Making skyr by © Siggi.

So, how was it?

The first time we tried skyr was interesting. It was a spur of the moment thing, we looked and there it was, a solitary pack of skyr and it came to us: this is it. But we didn’t have a spoon. Nevermind, let’s grab it anyway. And thus it happened. We leave the act of eating a (large) yogurt, without a spoon, in the middle of the street to your imagination. And we ate it like a viking would have, while he rowed his langskip.

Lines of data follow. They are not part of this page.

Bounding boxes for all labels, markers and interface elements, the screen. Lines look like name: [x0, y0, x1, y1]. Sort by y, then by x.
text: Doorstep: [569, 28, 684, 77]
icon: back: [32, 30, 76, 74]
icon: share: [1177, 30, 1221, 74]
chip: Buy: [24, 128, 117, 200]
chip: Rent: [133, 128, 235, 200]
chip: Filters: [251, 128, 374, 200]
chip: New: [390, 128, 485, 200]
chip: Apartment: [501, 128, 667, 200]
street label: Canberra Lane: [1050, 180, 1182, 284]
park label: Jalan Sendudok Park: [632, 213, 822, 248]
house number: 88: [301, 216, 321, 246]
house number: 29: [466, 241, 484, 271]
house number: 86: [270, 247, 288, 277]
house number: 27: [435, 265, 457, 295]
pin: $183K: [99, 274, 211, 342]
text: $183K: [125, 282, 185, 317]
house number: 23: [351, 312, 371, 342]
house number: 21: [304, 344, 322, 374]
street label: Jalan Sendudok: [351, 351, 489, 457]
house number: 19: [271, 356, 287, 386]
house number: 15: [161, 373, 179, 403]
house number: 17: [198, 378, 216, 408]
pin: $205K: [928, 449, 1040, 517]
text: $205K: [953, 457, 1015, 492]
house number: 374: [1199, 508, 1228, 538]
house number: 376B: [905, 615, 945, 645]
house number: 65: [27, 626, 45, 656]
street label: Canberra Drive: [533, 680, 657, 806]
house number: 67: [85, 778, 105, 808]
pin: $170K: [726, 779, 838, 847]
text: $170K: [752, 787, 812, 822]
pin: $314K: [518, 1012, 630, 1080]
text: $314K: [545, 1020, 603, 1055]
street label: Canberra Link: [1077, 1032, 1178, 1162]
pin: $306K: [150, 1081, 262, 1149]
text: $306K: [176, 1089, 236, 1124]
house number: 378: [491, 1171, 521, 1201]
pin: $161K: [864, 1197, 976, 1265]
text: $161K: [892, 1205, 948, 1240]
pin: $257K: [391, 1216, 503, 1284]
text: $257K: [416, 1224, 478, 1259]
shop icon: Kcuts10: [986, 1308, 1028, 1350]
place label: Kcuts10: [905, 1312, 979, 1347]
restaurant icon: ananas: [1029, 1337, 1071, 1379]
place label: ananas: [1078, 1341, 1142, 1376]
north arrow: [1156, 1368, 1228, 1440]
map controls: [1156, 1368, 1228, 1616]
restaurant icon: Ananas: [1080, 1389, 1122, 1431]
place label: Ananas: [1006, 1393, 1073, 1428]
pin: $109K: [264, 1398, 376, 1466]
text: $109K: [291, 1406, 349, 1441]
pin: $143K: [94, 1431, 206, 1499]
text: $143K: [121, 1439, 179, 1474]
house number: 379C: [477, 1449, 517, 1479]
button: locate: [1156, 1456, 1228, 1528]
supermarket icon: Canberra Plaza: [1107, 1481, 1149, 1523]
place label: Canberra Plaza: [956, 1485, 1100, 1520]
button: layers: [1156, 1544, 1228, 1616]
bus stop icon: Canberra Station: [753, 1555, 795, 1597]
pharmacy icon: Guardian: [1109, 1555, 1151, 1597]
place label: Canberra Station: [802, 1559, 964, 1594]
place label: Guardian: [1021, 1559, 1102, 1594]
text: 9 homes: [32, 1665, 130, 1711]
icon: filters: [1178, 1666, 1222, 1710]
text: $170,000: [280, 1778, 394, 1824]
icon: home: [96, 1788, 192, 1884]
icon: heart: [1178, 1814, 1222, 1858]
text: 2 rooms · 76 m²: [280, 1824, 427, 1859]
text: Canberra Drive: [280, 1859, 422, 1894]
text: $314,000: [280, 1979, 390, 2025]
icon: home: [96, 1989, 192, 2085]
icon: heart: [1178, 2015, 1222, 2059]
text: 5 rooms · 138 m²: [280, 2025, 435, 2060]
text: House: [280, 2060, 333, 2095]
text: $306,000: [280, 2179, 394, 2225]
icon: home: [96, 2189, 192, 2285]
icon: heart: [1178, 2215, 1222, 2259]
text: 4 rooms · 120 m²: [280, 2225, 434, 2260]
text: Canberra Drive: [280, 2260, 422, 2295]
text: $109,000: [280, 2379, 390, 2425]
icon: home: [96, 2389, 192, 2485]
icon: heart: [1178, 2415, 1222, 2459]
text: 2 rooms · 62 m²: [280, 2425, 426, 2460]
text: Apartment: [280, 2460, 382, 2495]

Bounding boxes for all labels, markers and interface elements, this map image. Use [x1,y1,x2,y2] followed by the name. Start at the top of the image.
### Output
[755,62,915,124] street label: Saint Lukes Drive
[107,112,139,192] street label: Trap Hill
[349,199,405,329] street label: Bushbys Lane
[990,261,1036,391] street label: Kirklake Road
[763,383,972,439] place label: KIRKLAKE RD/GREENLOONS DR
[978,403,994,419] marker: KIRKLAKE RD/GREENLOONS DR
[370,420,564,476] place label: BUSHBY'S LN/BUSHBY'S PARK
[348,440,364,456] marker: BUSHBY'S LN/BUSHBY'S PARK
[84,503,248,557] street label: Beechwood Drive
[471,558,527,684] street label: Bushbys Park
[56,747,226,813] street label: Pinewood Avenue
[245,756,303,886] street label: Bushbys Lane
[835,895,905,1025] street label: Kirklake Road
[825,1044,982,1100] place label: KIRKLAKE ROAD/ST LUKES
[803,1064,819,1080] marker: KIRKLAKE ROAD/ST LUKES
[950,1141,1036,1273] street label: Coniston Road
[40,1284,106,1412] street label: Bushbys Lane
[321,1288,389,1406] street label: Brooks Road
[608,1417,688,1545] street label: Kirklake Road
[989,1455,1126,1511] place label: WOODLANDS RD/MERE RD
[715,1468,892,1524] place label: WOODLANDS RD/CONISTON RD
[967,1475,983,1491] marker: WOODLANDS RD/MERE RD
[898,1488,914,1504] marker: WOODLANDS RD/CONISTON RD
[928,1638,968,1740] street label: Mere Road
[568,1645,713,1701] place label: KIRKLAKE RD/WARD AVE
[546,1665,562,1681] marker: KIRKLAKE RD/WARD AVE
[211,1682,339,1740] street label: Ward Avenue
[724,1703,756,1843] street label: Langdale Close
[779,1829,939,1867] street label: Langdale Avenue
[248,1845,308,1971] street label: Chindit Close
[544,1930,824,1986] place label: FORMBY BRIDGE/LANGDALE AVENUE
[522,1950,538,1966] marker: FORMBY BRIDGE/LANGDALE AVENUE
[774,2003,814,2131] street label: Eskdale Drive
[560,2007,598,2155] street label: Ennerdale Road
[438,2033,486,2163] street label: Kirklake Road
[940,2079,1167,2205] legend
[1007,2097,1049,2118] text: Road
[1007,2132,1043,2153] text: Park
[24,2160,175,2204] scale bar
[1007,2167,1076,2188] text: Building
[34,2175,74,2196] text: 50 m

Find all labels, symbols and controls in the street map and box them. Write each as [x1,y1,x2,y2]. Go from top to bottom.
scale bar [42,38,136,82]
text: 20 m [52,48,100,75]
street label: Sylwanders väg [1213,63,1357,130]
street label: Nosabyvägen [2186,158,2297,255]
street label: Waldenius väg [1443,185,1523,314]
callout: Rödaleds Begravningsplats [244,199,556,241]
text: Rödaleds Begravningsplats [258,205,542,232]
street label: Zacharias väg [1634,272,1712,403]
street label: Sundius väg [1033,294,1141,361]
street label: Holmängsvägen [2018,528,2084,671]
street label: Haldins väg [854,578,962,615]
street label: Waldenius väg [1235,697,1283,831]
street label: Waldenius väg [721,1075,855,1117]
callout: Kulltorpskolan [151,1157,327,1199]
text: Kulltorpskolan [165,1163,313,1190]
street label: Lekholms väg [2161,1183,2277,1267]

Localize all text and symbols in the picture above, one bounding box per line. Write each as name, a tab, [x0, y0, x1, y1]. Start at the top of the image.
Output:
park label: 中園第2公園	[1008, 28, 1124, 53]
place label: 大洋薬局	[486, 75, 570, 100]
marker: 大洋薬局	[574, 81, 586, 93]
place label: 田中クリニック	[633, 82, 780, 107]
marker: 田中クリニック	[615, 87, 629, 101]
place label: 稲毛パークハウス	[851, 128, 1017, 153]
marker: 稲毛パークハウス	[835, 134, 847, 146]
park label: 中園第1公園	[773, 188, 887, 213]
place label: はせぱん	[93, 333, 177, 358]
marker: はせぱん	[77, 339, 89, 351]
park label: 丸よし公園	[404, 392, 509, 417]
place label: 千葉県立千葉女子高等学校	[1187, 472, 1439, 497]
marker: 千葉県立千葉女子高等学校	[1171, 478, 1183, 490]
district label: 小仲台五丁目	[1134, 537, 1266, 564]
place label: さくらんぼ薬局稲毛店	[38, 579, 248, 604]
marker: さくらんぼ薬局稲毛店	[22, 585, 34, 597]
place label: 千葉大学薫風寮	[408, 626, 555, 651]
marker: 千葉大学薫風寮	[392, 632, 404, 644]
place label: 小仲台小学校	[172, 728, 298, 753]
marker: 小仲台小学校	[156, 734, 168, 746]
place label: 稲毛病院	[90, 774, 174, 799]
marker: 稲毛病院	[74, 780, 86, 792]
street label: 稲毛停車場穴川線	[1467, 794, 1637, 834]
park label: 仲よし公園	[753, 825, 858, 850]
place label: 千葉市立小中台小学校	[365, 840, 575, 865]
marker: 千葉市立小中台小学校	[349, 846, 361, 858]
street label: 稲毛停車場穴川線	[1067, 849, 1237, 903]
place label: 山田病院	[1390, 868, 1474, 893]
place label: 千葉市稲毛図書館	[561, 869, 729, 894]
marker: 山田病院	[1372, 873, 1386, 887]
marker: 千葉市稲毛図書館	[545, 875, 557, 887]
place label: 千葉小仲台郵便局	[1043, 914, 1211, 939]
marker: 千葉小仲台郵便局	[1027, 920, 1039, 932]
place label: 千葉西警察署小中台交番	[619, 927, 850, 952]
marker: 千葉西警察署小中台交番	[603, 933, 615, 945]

As for flavor (and having tried the plain version more than once), we can say the following: it’s very sour and quite acid, with a firm consistency that reminds us of a cream cheese, which may come close to creamy if slightly beaten. We came up with a totally inaccurate scale to qualify it: cream — greek yogurt — skyr — queso fresco. At first, you can spot the similarities with plain yogurt, but then the tartness and acidity take it to a whole other level. In our opinion, skyr needs something to make it more toothsome, like fruit, jam, honey or the likes. However, we can also imagine it accompanied by smoked fish like salmon or cod, chives, a dab of olive oil, olives, a dash of salt, etc., like crème fraîche. Many Icelanders report eating skyr with some cream or milk, and also fruit. For further judgement, we’d like to try the real deal.

The problem with skyr is that it makes people more viking-like. We’ll explain: the famed pillaging propensities of the mighty Norse are reflected upon Portuguese fellows taking 20-unit boxes to the cash register with a triumphal, yet slightly menacing look. They take pictures of their loot and send them to their friends. Until the next fashion.